ATLANTA FILLS IN AS …

Atlanta is now a hot spot for scripted dramas. A few are actually set in the metro area such as Starz’s “Survivor’s Remorse” and NBC’s “Constantine.” But most have the city masquerading as somewhere else. Here’s a sampling:

ABC’s “Resurrection” — fictional Arcadia, Mo.

Fox’s “Red Band Society” — Los Angeles

The CW’s “Vampire Diaries” — fictional Mystic Falls, Va.

BET’s “The Game” — San Diego

Sundance’s “The Red Road” — fictional Walpole, N.J.

OWN’s “The Haves and the Have Nots” — Savannah

Lifetime’s “Devious Maids” — Beverly Hills, Calif.

AMC’s “Halt and Catch Fire” — Dallas

TV PREVIEW

“Hindsight,” 10 p.m. Wednesdays, VH1

“If you can go back and change one thing in your life, one decision, one answer, one mistake, what would you do?”

That’s main character Becca narrating the new VH1 drama “Hindsight,” which debuts Wednesday. The show, shot in Atlanta, is fictionally based in New York City.

The premise is simple: A 40-something woman about to marry for a second time wonders what would have happened 20 years earlier if she had done things differently. So voila! She wakes up and finds out it’s 1995, not 2015. And it’s her wedding day from her first marriage.

Executive producer Emily Fox peppers the first episode, naturally, with references to that era (“Say Anything,” a pre-“Grey’s Anatomy” Patrick Dempsey, knee socks and giant flannel shirts). And that pilot airing features songs from the era by Ace of Base, Alanis Morissette, EMF and the Cranberries.

“It wasn’t originally supposed to be about the ’90s,” Fox said. “It was really about this universal desire to know about what would have happened if you had chosen door A instead of door B.”

The idea first came up in 2009 and was supposed to go back just 10 years. But when the show finally got developed and the year approached 2015, Fox went back a few years further and picked 1995. Why? It was the middle of a time she felt was “antediluvian Garden of Eden happy.”

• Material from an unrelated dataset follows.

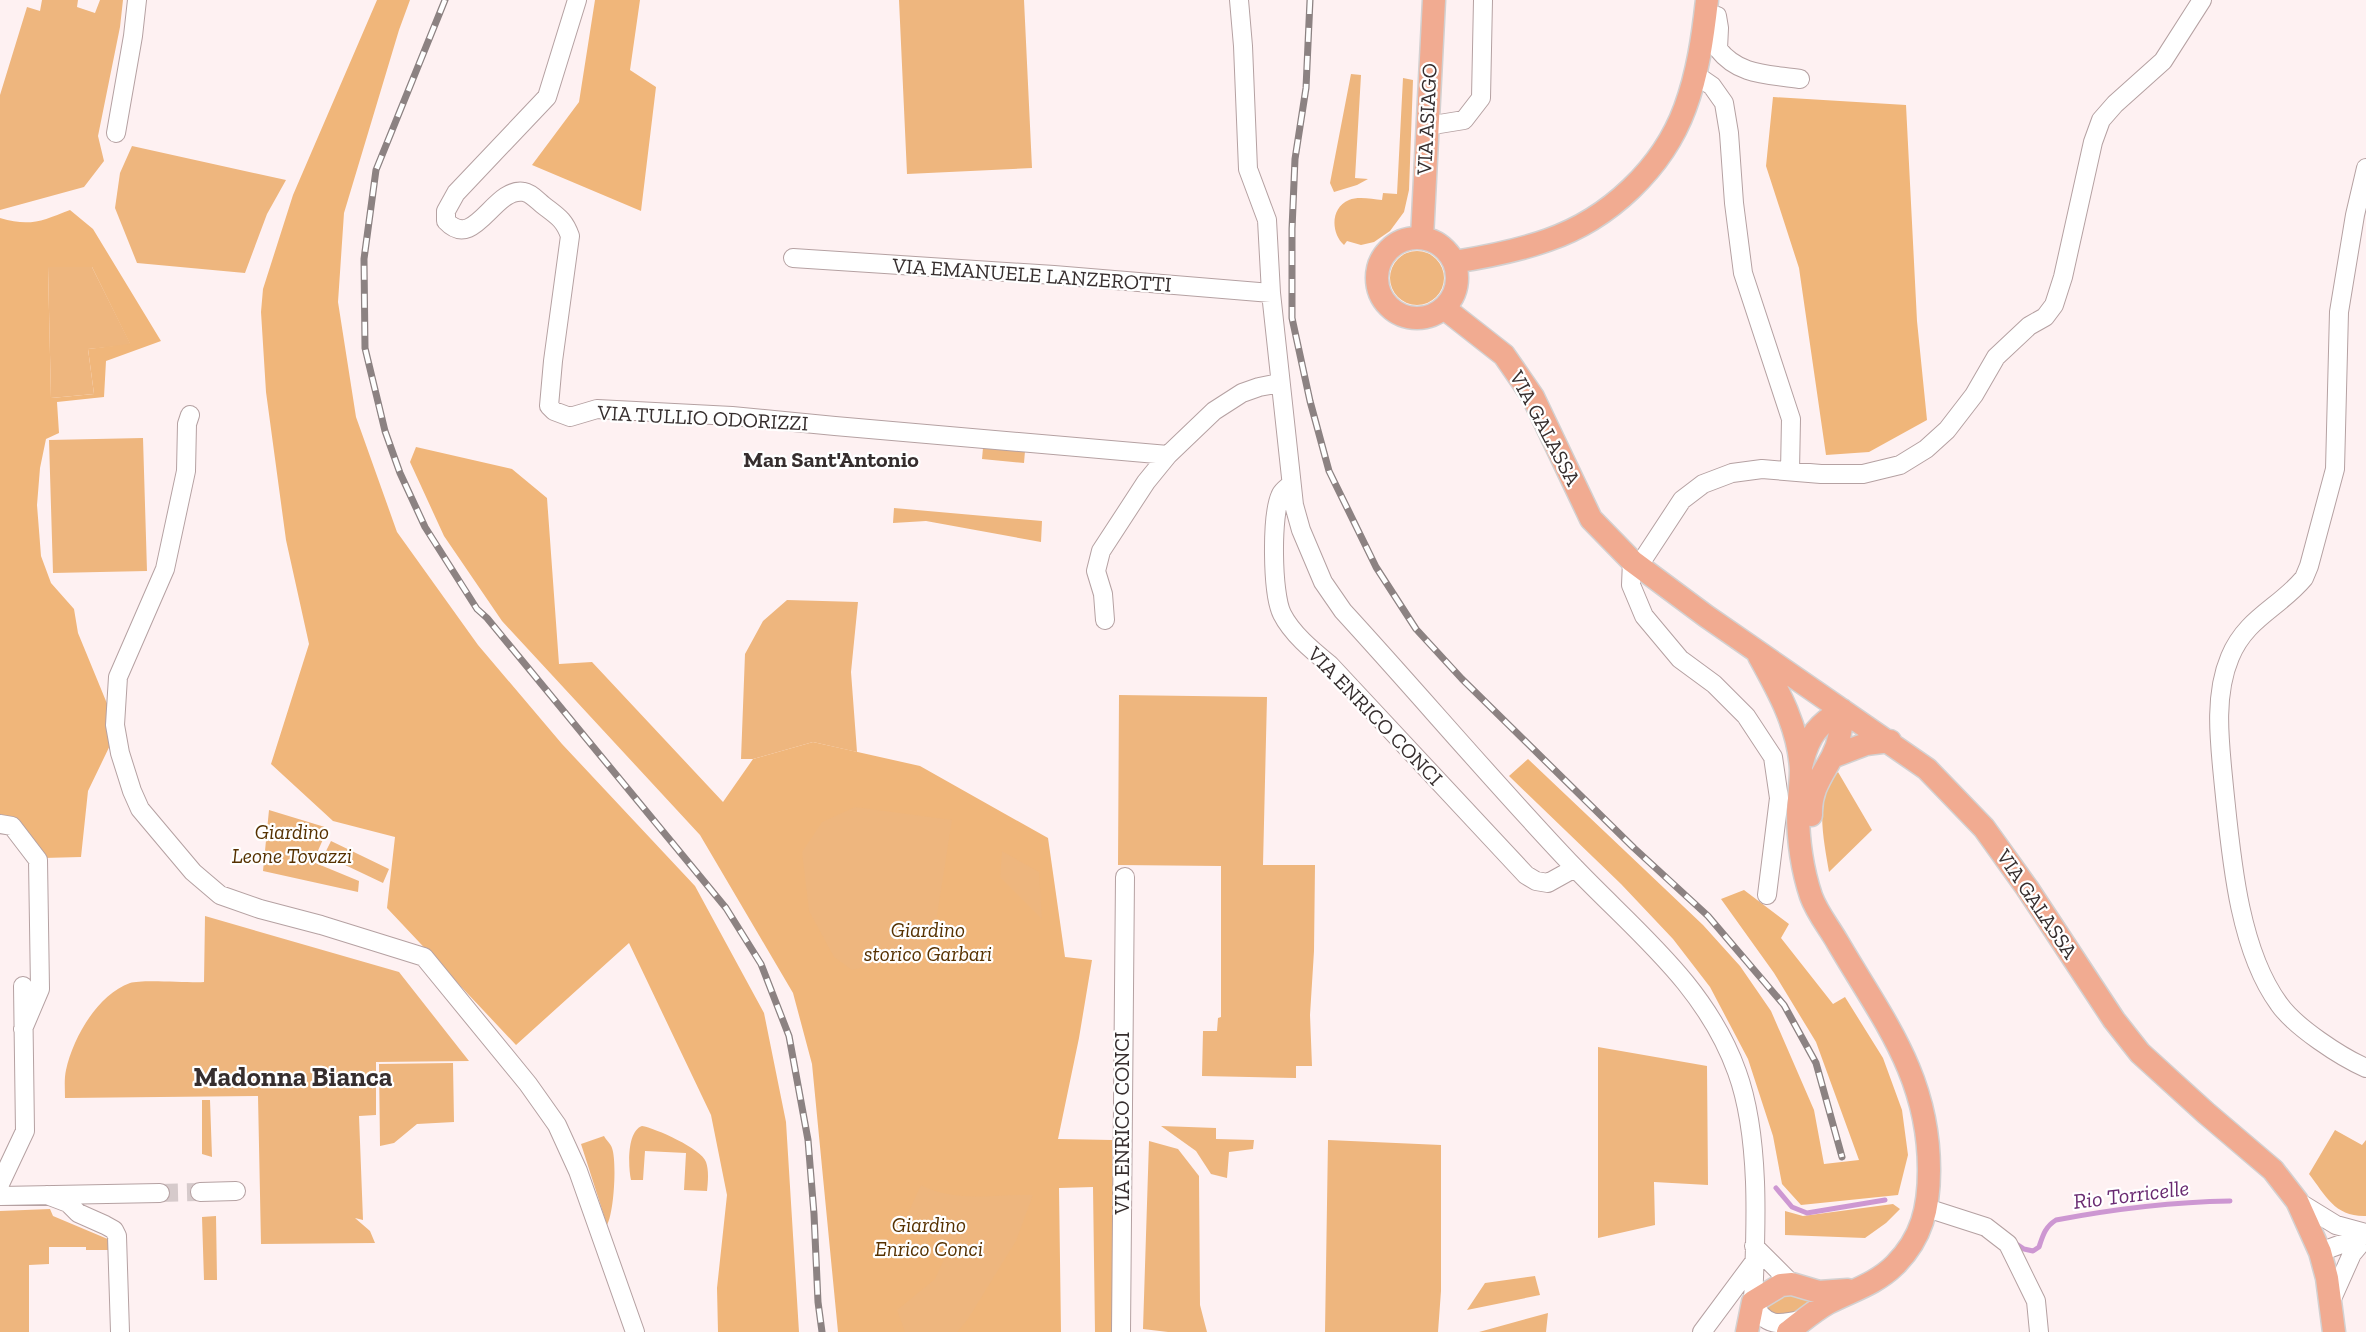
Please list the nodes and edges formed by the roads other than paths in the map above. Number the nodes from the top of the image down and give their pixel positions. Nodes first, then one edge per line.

This was pre-9/11 when the economy was strong, jobs were plentiful, terrorism was not top of mind and the Internet was a fresh, new thing. “The 1990s became the dynamic backdrop to the show,” Fox said.

Becca is played with a sweet naturalism and accessibility by Laura Ramsey, a relatively unknown actress with credits such as “Mad Men” and “White Collar.”

“She’s not the wacky, out there, kooky one,” Fox said. “She spent much of her life running away from her adventurous side.” Rather, her best friend Lolly (Sarah Goldberg) is much more out there.

Becca grapples with regrets in 2015 that included not just her failed marriage but her estrangement from Lolly.

In many ways, Fox said the show is as much a love story between Becca and her best friend as it is with Becca and any of her guys. "I loved the idea of doing a show not just about a girl and a guy but two good female friends," she said. And they are interested in why she jumped time, not so much the mechanics of time travel. "They both believe there is a reason why this is happening," she said.

The pilot episode is lighthearted and fast-paced, but this exact conceit has not been used before on a popular TV show. “I’m glad it’s not a carbon copy of anything,” Fox said. “It’s its own animal. The cast joked that it was like ‘Ally McBeal’ meets ‘The Edge of Tomorrow.’ Weird combo! There are elements of ‘Peggy Sue Got Married’ and ‘Back to the Future’ with the time leap.”

Fox said she enjoyed spending the fall in Atlanta and loved using Piedmont Park as a stand-in for Central Park. Piedmont Park was designed in part by the sons of Frederick Law Olmsted, creator of New York City’s most famous park. “It’s such a believable facsimile,” she said, “and it happens to be a beautiful park in its own right.”

The show also conjured up old Mac Classics, beepers, CD Walkmans and clogs from that era. “That’s what eBay was made for!” she said.

For what it’s worth, eBay was created in 1995 as well.